Revelation 21:9 (NKJV) "Then one of the seven angels who had the seven bowls filled with the seven last plagues came to me and talked with me, saying, "Come, I will show you the bride, the Lamb's wife."
The harlot is seated on the seven headed beast which obviously represents Rome. This indicates not identity with Rome but some form of alliance with Rome. The Jews were the ones that demanded Christ's crucifixion. When Pilot wanted to turn Jesus loose because he found no guilt in him, the Jews said in:
John 19:15 (NKJV), "But they cried out, "Away with Him, away with Him! Crucify Him!" Pilate said to them, "Shall I crucify your King?" The chief priests answered, "We have no king but Caesar!"
The Jews were siding with Caesar against Jesus. The Jews constantly agitated against the Christians to get the Romans involved in their persecution.
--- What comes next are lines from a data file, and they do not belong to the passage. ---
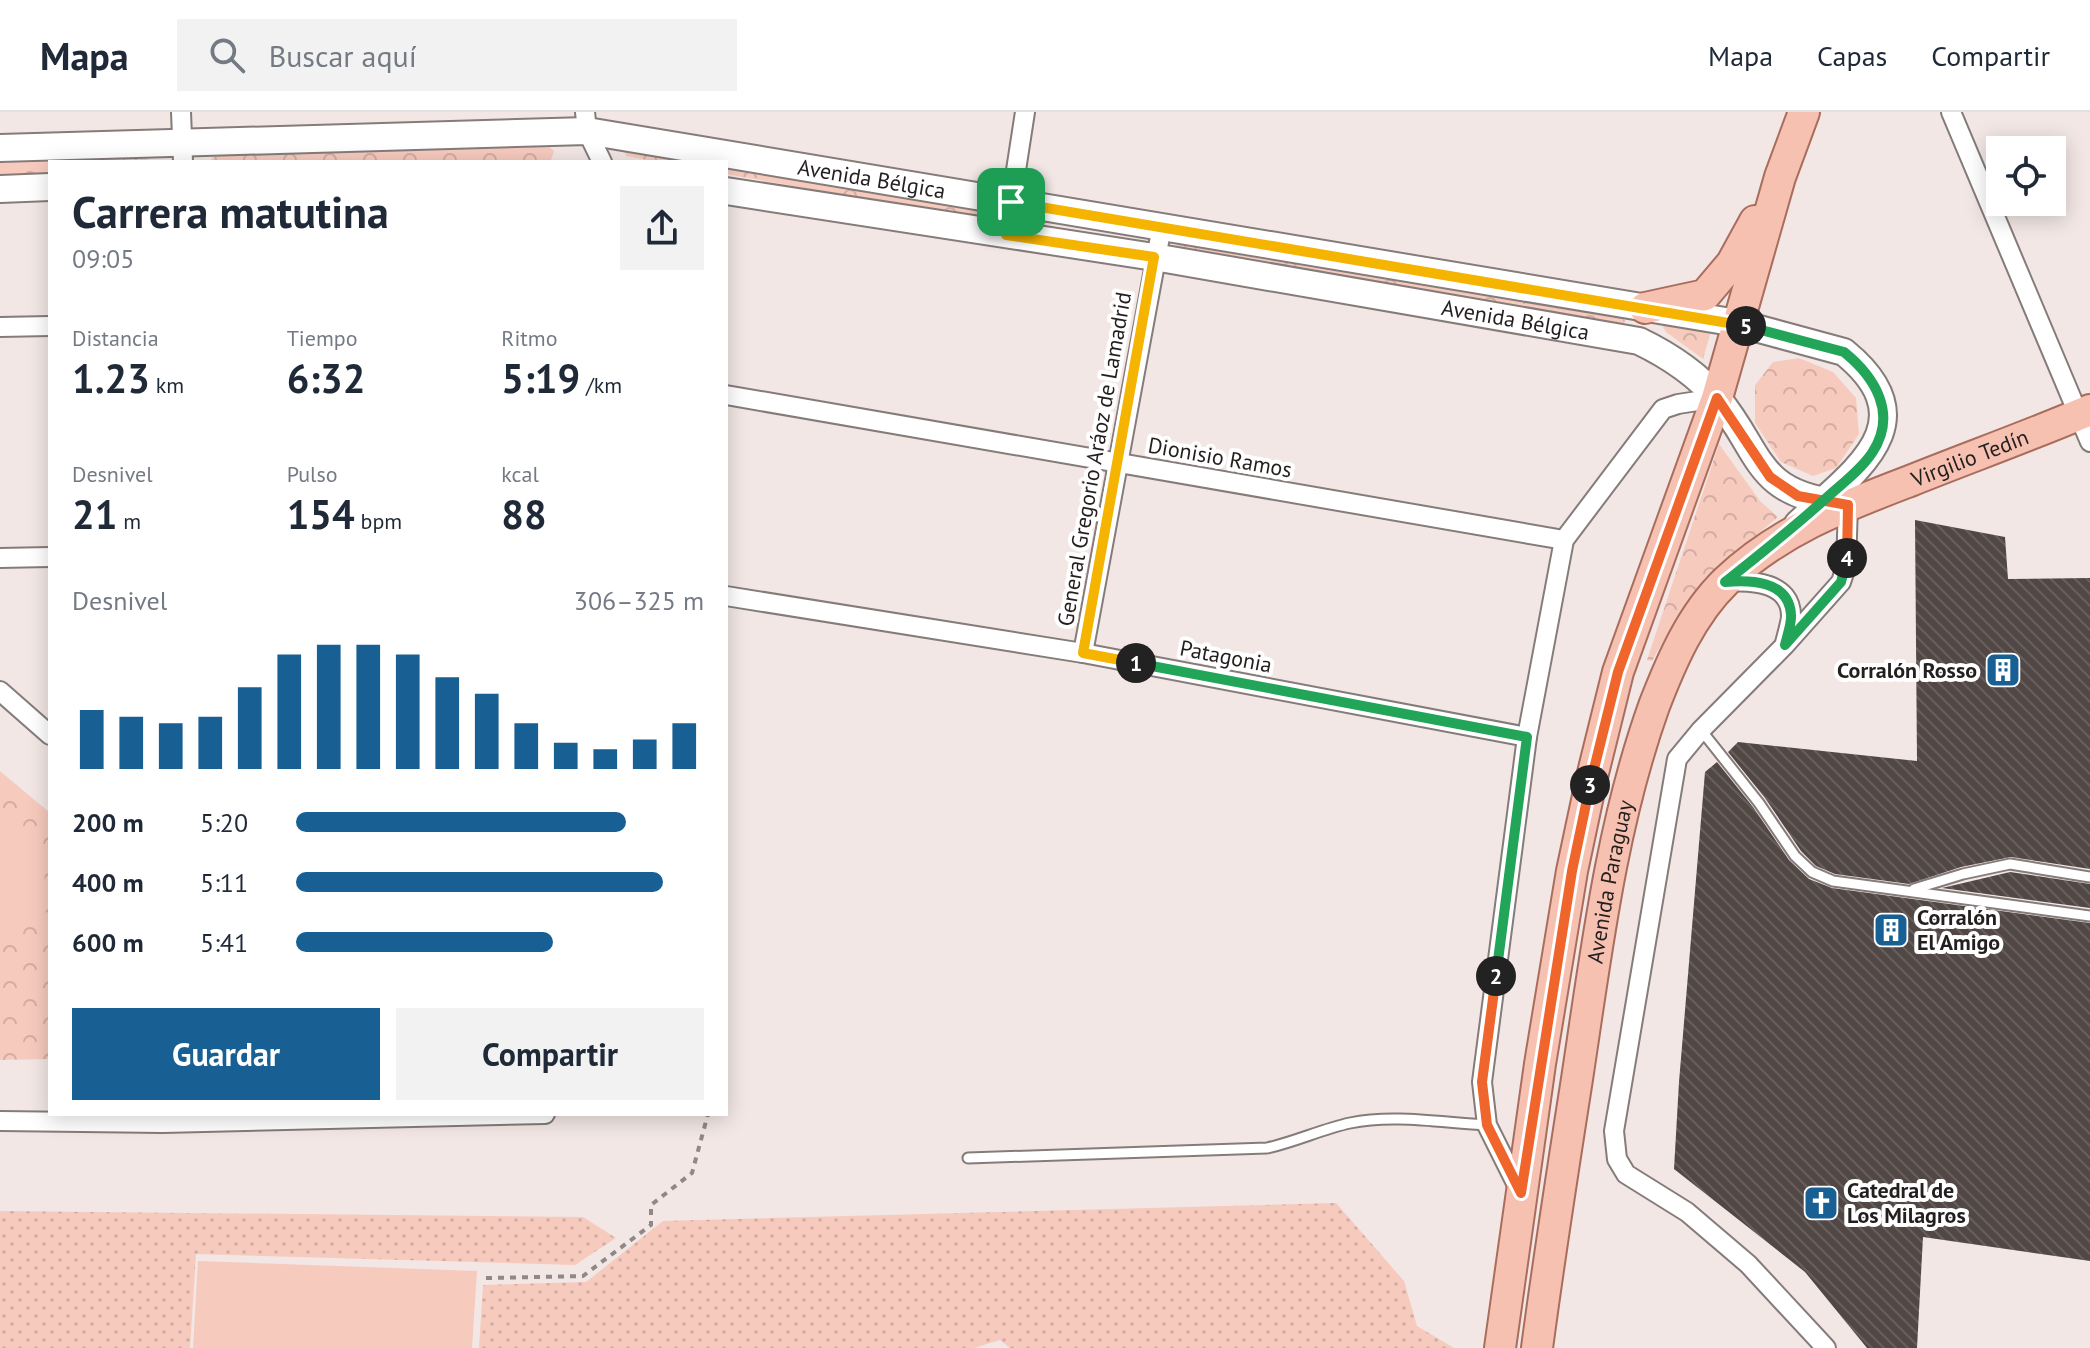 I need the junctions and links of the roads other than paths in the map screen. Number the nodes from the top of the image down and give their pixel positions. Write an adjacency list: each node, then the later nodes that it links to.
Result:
1 (181, 112): 7 (street)
2 (1025, 112): 13 (street)
3 (1804, 112): 9 (main road, Avenida Paraguay)
4 (1951, 112): 23 (street)
5 (586, 121): 7 (main road, Avenida Bélgica); 8 (street); 13 (main road, Avenida Bélgica)
6 (0, 148): 7 (main road, Avenida Bélgica)
7 (182, 153)
8 (601, 160)
9 (1780, 177): 17 (main road); 18 (main road, Avenida Paraguay)
10 (48, 187): 11 (main road)
11 (0, 189)
12 (728, 191): 15 (main road, Avenida Bélgica)
13 (1011, 202): 14 (main road, Avenida Bélgica); 15 (street)
14 (1162, 226): 16 (street, General Gregorio Aráoz de Lamadrid); 17 (main road, Avenida Bélgica)
15 (1006, 235): 16 (main road, Avenida Bélgica)
16 (1154, 257): 22 (main road, Avenida Bélgica); 24 (street, General Gregorio Aráoz de Lamadrid)
17 (1645, 308): 18 (main road, Avenida Bélgica)
18 (1737, 323): 22 (main road, Avenida Paraguay); 25 (main road)
19 (48, 326): 20 (street)
20 (0, 327)
21 (728, 395): 24 (street, Dionisio Ramos)
22 (1717, 398): 25 (main road); 26 (street); 44 (main road, Avenida Paraguay)
23 (2086, 422): 25 (main road, Virgilio Tedín)
24 (1118, 464): 26 (street, Dionisio Ramos); 32 (street, General Gregorio Aráoz de Lamadrid)
25 (1835, 503): 29 (main road, Avenida Paraguay); 31 (street)
26 (1564, 540): 36 (street)
27 (48, 557): 28 (street)
28 (0, 558)
29 (1725, 582): 31 (street); 46 (main road, Avenida Paraguay)
30 (728, 596): 32 (street, Patagonia)
31 (1785, 645): 34 (street)
32 (1083, 653): 36 (street, Patagonia)
33 (0, 691): 35 (street)
34 (1701, 730): 38 (lane); 47 (street)
35 (48, 733)
36 (1527, 737): 42 (street)
37 (2090, 877): 38 (lane)
38 (1911, 890): 39 (lane)
39 (2090, 916)
40 (460, 1116): 41 (street)
41 (0, 1121)
42 (1487, 1125): 43 (lane); 44 (street)
43 (968, 1158)
44 (1521, 1193): 45 (main road, Avenida Paraguay)
45 (1500, 1345)
46 (1537, 1346)
47 (1826, 1348)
In Acts 17:7 the Christians were accused by the Jews as those who preached another king contrary to the decrees of Caesar. The harlot is seated on the beast because Jerusalem depended upon Rome to persecute the Christians.
Revelation was obviously written before Nero's death in 68AD. The prophecies of this book have been fulfilled. It was written about things which would take place shortly after its writing. It deals with the persecution of believers under Judaism and Rome and predicts God's judgement upon these enemies of the church. Its purpose, therefore, is to strengthen and encourage believers in time of trial.
This book is to be understood preteristicly rather than futuristically. In doing so you avoid the wild speculation of interpreting everything in the daily news as a sign of the times. Our country is not getting worse because it is the end times, it's getting worse because Christians are neglecting their calling. We are to be salt and light. We are to call our world to faith in Jesus Christ. I think that futurism causes a pessimistic attitude about the future, and it blinds believes to the wonder of the New Covenant. Those believers who continue to look for a future second coming that will be "soon" set themselves up for disappointment and heartach.
Proverbs 13:12 (NKJV) Hope deferred makes the heart sick, But when the desire comes, it is a tree of life.
Our hope and desire has been realized in the second coming of Christ, the tabernacle of God is with men, He dwells with us. We live in the glories of the New Covenant age.